Note sur la réalité vécue par les personnes LGBT en Haïti

Publié: avril 30, 2012 dans Mis à jour

Pour des raisons historiques et économiques, et non culturelles, la compréhension et le vécu de l’homosexualité au sein de la société haïtienne diffèrent largement et paradoxalement des situations américaines ou dominicaines.  On condamne la visibilité de certains homosexuels plus que les pratiques en tant que telles, et ainsi on observe que le discours homophobe critique avant tout l’inversion du genre, c’est-à-dire le fait pour un individu de jouer le rôle sexuel dans son intimité et sexué dans sa vie sociale qui ne lui a pas été attribuée par la norme socioculturelle (pour un individu mâle, se comporter comme une femme, et pour un individu femelle, le fait de se comporter comme un homme).
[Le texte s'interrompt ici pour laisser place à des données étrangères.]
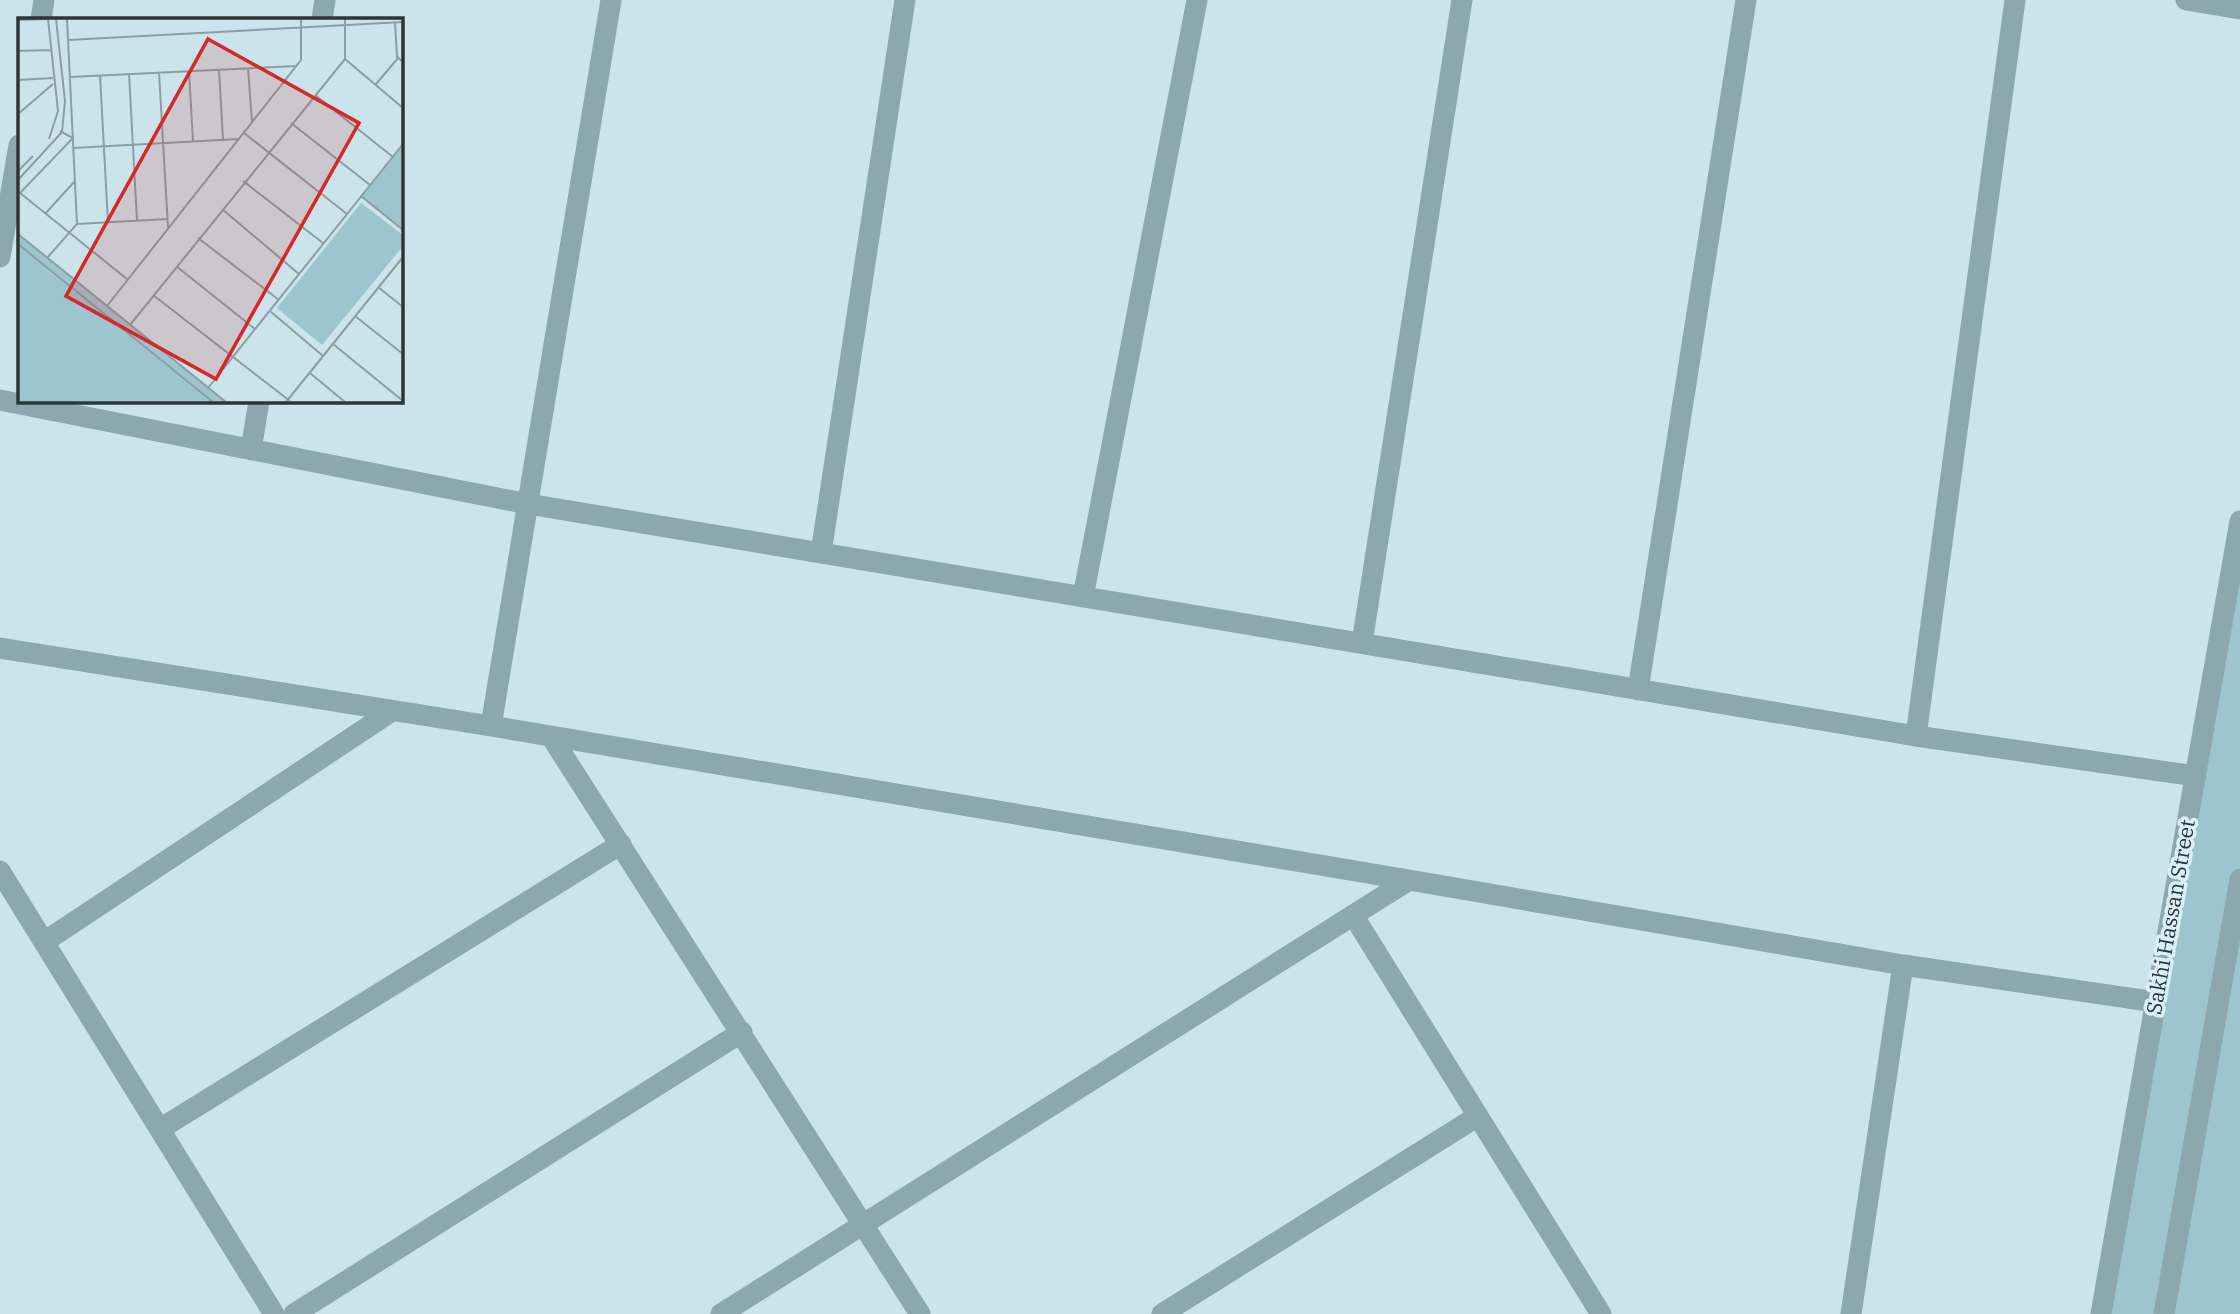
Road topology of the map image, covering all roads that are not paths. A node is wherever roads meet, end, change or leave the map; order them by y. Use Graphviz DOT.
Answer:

Le manque d’opportunités économiques pour les jeunes, et la promiscuité dans laquelle la majeure partie de la population vit, empêchent deux évolutions qui seraient pourtant nécessaires pour renforcer l’estime de soi des personnes homosexuelles et leur épargner une partie de l’opprobre. Tout d’abord, la capacité pour un/une jeune adulte de s’émanciper de sa famille, et donc la possibilité de vivre sa sexualité librement et sans crainte. Ensuite, le fait qu’il est très difficile d’entretenir une relation de couple entre personnes du même sexe, dans la mesure où « les autres s’apercevraient de quelque chose ». Les personnes homosexuelles haïtiennes sont donc contraintes de vivre clandestinement et primairement leur identité sexuelle.
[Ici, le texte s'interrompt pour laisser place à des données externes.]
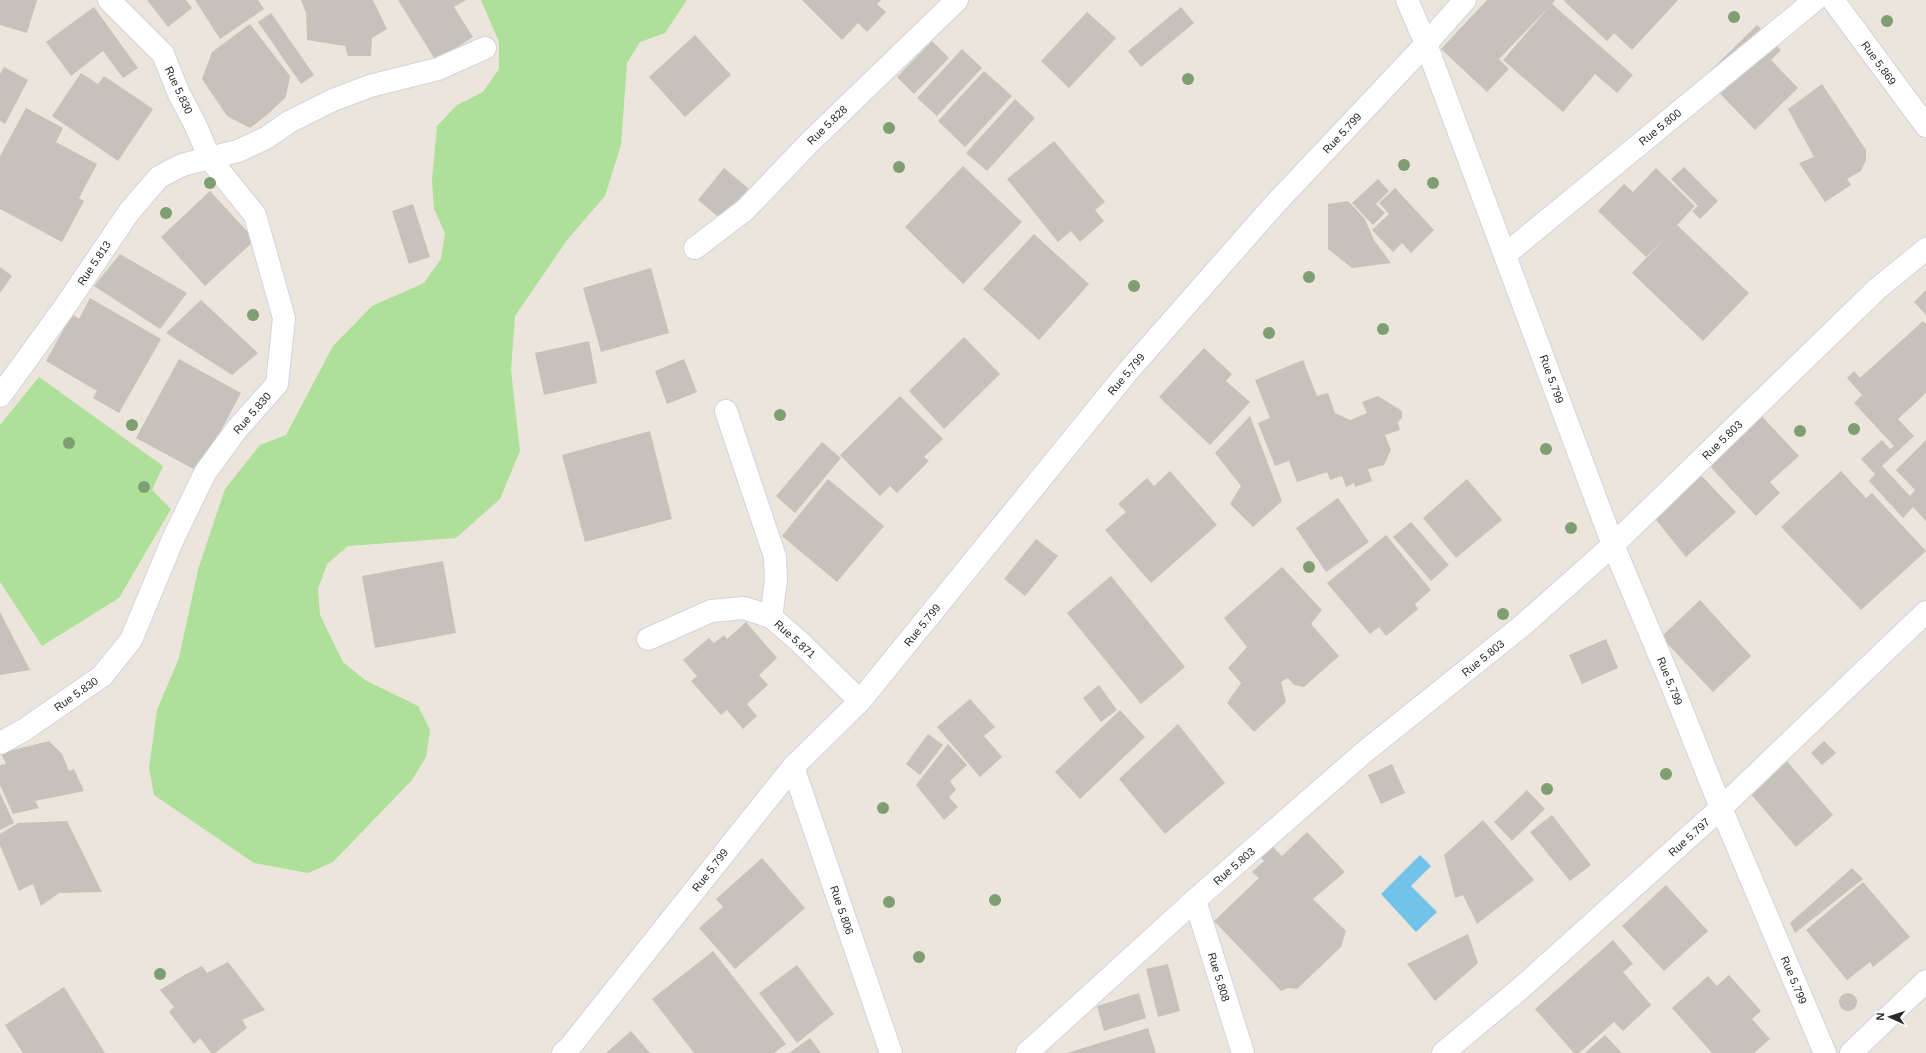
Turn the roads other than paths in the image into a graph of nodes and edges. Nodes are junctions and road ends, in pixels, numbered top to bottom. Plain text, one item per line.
1 (109, 0) edge
2 (957, 0) edge
3 (1407, 0) edge
4 (1465, 0) edge
5 (1814, 0) edge
6 (1833, 0) edge
7 (1426, 44) junction
8 (484, 48) dead end
9 (1926, 126) edge
10 (210, 159) junction
11 (695, 248) dead end
12 (1926, 249) edge
13 (1506, 254) junction
14 (0, 396) edge
15 (726, 411) dead end
16 (1613, 546) junction
17 (1926, 612) edge
18 (771, 617) junction
19 (648, 639) dead end
20 (860, 701) junction
21 (0, 743) edge
22 (793, 766) junction
23 (1721, 808) junction
24 (1195, 900) junction
25 (1926, 982) edge
26 (563, 1053) edge
27 (891, 1053) edge
28 (1027, 1053) edge
29 (1243, 1053) edge
30 (1444, 1053) edge
31 (1825, 1053) edge
32 (1851, 1053) edge

1 - 10 street, Rue 5.830
2 - 11 street, Rue 5.828
3 - 7 street
4 - 7 street
5 - 13 street, Rue 5.800
6 - 9 street, Rue 5.869
7 - 13 street, Rue 5.799
7 - 20 street, Rue 5.799
8 - 10 street, Rue 5.813
10 - 14 street, Rue 5.813
10 - 21 street, Rue 5.830
12 - 16 street, Rue 5.803
13 - 16 street, Rue 5.799
15 - 18 street
16 - 23 street, Rue 5.799
16 - 24 street, Rue 5.803
17 - 23 street, Rue 5.797
18 - 19 street, Rue 5.871
18 - 20 street, Rue 5.871
20 - 22 street, Rue 5.799
22 - 26 street, Rue 5.799
22 - 27 street, Rue 5.806
23 - 30 street, Rue 5.797
23 - 31 street, Rue 5.799
24 - 28 street, Rue 5.803
24 - 29 street, Rue 5.808
25 - 32 street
L’homophobie force les homosexuels haïtiens à vivre caché, une sexualité réduite le plus souvent à des rapports physiques avec des partenaires différents. Or cette pratique de l’homosexualité, qui est conditionnée par l’homophobie, est la base du discours hétérosexiste et homophobe qui dénonce le prétendu particularisme de l’amour homosexuel, et essentialise la réalité homosexuelle telle qu’elle existe aujourd’hui en Haïti. Nombreux sont les personnes homosexuelles qui adhèrent elles-mêmes à ces discours et considèrent que l’amour entre deux personnes de même sexe n’équivaut pas à celui vécu entre deux personnes de sexe différent, et que dans la pratique le rapport homosexuel est une réplication du rapport hétérosexuel (« Tu joue le rôle de l’homme ou de la femme ? ») : il existe de ce fait une très forte homophobie interne ou personnelle en Haïti.

Face à ce constat, on comprend bien que l’on ne peut pas attendre que le changement se fasse de lui-même car la réalité homosexuelle haïtienne conduit à l’absence d’une communauté LGBT en tant que telle, sûr d’elle-même, et disposant de lieux communautaires pour se réunir et se rencontrer. De ce fait, il est très difficile d’accéder aux personnes LGBT directement, et nous devons donc mener une campagne nationale de communication qui doit à la fois réduire l’homophobie générale mais aussi l’homophobie interne, car ce n’est qu’en réduisant ces deux types d’homophobie que nous parviendrons à voir émerger une communauté LGBT haïtienne réelle et capable de porter un discours politique.